The Prince of Wales flying squirrel's primary habitat of old growth forests on Prince of Wales are mostly unprotected and timber harvests plan to remove 50-75% of old growth forests on the island. There is a push to protect the habitat of G. s. griseifrons with not much luck. The Forest Service has dedicated a few areas of old growth forest reservations. Evidence suggests that small reserve areas of old growth forest might support breeding populations.

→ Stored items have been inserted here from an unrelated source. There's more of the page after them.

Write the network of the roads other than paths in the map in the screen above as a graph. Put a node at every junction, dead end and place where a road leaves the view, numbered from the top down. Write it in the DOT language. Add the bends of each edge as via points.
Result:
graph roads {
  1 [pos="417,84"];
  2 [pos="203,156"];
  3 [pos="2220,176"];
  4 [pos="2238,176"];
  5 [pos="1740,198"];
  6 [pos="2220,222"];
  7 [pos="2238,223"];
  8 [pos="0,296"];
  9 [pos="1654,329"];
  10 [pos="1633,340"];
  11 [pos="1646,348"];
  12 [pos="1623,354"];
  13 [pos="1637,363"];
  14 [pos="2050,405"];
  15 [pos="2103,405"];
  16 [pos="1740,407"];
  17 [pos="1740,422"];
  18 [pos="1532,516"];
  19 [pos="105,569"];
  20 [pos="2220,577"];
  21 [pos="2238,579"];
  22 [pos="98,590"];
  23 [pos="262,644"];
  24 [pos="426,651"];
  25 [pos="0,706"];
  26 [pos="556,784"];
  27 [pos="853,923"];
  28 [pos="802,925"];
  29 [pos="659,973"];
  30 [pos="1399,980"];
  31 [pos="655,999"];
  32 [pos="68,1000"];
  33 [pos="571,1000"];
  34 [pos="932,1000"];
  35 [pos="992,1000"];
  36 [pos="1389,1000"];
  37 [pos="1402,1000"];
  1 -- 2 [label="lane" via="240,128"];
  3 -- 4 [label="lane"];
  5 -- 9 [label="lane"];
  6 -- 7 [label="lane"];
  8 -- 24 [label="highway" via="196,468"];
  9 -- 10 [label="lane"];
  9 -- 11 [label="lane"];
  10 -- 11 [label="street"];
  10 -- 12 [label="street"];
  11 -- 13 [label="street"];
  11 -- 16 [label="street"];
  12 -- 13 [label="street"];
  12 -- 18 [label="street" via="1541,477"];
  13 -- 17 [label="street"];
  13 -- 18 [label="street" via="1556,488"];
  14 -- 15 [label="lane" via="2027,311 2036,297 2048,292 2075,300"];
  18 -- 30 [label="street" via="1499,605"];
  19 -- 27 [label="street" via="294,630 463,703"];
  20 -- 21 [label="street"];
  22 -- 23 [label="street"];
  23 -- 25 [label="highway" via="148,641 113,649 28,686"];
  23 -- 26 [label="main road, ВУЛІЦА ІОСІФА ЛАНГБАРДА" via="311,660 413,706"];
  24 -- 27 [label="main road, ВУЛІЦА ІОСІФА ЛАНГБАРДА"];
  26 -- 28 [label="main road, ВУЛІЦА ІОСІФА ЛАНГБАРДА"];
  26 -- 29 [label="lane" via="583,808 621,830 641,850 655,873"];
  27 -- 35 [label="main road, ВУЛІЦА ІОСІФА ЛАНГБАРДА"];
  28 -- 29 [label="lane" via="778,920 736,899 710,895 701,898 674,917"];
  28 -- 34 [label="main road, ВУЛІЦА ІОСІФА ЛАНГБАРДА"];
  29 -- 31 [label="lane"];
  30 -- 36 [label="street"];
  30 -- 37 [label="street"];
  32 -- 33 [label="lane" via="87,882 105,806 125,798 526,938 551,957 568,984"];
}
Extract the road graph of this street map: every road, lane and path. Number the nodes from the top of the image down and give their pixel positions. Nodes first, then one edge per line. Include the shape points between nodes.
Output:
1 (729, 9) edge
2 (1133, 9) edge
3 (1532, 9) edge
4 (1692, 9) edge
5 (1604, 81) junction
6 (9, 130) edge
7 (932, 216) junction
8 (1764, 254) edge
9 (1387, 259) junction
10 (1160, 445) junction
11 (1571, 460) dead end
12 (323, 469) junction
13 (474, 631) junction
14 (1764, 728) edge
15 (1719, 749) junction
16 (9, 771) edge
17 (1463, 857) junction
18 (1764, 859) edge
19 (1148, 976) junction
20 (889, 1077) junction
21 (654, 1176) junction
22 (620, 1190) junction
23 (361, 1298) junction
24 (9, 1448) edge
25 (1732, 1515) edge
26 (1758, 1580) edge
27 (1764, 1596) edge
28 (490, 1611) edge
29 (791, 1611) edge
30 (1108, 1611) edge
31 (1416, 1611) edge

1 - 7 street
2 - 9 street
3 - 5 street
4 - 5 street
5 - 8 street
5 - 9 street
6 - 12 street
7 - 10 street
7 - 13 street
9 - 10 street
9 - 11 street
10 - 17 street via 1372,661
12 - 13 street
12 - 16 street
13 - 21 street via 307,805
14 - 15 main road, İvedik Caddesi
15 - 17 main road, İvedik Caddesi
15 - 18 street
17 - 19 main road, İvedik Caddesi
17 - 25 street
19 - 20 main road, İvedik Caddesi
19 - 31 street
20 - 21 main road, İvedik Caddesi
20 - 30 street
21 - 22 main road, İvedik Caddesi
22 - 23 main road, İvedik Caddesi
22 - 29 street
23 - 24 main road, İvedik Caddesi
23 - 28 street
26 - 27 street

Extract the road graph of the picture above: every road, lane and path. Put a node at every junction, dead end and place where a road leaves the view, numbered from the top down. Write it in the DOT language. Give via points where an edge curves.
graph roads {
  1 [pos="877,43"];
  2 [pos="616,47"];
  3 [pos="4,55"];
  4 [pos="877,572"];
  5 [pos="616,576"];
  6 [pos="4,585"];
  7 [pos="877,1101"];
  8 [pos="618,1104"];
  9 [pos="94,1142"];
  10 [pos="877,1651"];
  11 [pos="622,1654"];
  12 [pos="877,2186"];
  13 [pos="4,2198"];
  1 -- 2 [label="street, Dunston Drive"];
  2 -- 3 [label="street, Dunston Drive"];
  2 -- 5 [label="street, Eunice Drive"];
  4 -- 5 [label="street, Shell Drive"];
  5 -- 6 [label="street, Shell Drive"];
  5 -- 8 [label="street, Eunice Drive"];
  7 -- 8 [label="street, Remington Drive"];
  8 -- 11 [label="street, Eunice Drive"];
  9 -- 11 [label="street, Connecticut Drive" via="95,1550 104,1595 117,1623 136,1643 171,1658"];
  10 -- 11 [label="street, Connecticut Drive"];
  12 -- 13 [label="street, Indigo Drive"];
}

In 2011, an organization called WildEarth Guardians petitioned to have G. s. griseifrons protected under the Endangered Species Act. The United States Fish and Wildlife Service found that the petition did not include enough information to warrant the subspecies to be protected under the act. The USFWS listed several reasons for not listing the species under the ESA. A study found that the Prince of Wales flying squirrel averages around 3-7 different dens per month which suggests that despite the forests of POW not being protected, the flying squirrels are not struggling to find suitable habitats. The USFWS also stated that another study shows population densities at 1-4 squirrels per hectare, suggesting that the subspecies is at a stable population level. Another study stated that gene flow and dispersal around the islands are occurring suggesting that these are not limiting factors for population growth. Other reports state that the population could decline between 10 and 30% in the short-term future due to increased timber and harvesting of forests on Prince of Wales islands.

Future research must be done on several different topics. Research needs include clarifying taxonomic status, further sampling of range, determining population trends and abundance patterns, dependence on old-growth forests, and impacts of logging and harvesting to the viability of the population.